Luna (Laëtitia Clément) n’a pas vingt ans – et ne laisserait personne dire que c’est le plus bel âge de la vie. D’ailleurs elle n’a pas lu Nizan. L’école n’était pas vraiment son truc. Elle vient de décrocher son CAP d’horticulteur et travaille dans la petite entreprise de Fruits & Légumes de Sébastien (Frédéric Pierrot).
Luna est amoureuse de Ruben, le bellâtre qui dirige la petite bande dont sa copine Chloé et elle font partie. Ils ont même conçu un enfant ensemble dont Luna doit aller avorter dans quelques jours. Un soir de beuverie, la bande croise Alex, un graffeur solitaire. Le ton monte. La situation dérape.
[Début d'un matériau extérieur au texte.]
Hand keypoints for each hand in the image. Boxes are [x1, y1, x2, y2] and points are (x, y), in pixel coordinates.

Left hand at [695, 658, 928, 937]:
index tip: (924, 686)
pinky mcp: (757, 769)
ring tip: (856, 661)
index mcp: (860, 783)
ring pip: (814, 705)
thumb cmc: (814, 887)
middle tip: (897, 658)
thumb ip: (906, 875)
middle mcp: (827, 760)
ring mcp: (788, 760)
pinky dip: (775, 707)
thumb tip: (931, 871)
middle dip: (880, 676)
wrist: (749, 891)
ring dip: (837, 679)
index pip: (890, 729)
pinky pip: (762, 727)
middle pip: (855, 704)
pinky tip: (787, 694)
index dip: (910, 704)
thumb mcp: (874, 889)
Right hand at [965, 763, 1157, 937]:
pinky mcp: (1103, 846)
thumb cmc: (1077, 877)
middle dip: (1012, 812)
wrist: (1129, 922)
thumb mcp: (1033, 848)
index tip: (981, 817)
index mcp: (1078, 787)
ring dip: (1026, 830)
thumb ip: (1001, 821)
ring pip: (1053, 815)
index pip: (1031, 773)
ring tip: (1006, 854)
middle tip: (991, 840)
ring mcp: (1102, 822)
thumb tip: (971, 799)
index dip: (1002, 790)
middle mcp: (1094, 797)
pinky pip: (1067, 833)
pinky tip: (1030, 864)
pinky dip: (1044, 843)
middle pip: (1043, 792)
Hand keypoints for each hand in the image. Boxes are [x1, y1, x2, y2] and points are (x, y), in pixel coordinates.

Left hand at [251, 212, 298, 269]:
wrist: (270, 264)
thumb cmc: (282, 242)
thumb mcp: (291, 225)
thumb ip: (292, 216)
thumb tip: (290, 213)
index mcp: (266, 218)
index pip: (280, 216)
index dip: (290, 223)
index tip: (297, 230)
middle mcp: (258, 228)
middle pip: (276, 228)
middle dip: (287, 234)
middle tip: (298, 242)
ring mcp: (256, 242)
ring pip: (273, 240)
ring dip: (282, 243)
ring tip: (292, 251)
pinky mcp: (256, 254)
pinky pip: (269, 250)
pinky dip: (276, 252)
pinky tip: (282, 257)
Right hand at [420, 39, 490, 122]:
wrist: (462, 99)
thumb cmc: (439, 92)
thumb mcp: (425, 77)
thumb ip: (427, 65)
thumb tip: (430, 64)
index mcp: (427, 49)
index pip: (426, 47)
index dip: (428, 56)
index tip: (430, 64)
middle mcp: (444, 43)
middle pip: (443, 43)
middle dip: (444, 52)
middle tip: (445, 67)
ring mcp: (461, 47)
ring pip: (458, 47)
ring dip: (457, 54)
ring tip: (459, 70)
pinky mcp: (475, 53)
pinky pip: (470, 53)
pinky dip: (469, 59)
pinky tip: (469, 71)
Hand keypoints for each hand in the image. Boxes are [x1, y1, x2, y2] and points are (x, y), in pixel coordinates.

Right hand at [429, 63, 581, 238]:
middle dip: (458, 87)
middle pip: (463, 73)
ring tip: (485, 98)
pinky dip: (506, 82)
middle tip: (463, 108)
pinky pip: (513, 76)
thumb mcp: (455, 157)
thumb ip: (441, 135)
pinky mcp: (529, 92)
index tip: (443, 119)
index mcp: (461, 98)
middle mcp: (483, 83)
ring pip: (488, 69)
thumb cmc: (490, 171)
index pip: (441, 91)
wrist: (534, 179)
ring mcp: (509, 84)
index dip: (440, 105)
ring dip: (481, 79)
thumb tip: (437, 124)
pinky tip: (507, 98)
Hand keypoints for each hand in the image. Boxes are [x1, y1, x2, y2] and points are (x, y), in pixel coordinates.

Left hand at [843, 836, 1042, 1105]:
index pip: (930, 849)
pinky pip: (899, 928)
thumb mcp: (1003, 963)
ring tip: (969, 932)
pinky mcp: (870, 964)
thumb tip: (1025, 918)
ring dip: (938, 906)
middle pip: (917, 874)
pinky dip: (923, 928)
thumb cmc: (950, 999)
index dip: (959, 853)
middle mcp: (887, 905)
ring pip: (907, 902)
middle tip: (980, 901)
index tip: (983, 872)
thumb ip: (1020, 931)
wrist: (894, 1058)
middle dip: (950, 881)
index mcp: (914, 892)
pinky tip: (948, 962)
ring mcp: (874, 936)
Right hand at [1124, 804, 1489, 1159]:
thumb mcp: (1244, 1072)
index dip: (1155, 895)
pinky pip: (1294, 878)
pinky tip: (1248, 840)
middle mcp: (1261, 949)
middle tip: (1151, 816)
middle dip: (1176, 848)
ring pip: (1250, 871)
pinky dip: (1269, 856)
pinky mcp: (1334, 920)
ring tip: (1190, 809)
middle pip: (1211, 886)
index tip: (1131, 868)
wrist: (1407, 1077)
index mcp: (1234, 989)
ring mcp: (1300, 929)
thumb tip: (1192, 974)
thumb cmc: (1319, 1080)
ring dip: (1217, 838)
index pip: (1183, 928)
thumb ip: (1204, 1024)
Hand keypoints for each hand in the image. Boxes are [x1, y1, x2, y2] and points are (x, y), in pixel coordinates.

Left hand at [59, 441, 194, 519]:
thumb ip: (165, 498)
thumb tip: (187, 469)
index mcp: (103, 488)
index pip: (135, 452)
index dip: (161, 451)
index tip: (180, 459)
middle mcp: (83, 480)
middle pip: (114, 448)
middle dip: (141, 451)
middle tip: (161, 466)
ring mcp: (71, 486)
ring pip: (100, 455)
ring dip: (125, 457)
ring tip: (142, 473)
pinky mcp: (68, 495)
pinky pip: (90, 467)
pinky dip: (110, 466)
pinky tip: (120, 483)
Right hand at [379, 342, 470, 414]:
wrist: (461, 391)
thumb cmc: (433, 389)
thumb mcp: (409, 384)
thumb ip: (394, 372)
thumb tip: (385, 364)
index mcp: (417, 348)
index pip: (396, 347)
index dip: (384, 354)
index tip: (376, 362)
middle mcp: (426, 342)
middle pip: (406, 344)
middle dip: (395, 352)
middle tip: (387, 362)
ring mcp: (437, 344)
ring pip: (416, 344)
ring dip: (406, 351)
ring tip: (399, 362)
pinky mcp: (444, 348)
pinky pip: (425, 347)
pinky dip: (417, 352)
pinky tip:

Les mois passent. Luna se teint en rousse. Elle finit par quitter Ruben qui ne la méritait pas. Elle croise Alex, embauché pour l’été par Sébastien, qui ne la reconnaît pas. Entre les deux jeunes gens, l’attirance est réciproque. Mais Luna craint que le passé ne refasse surface.
Luna est un bijou. Un bijou d’autant plus admirable qu’il est l’œuvre de Elsa Diringer, une jeune réalisatrice venu du court métrage dont c’est le premier long. Elle s’est entourée des conseils d’un vieux limier, Claude Mouriéras, qui co-signe avec elle le scénario et les dialogues. Mais sa maîtrise dans la mise en scène, la photo nimbée des chaudes couleurs de l’été languedocien (il y manque quelques scènes de plage et des filles en bikini pour rappeler Mektoub de Kechiche) et surtout dans la direction d’acteurs.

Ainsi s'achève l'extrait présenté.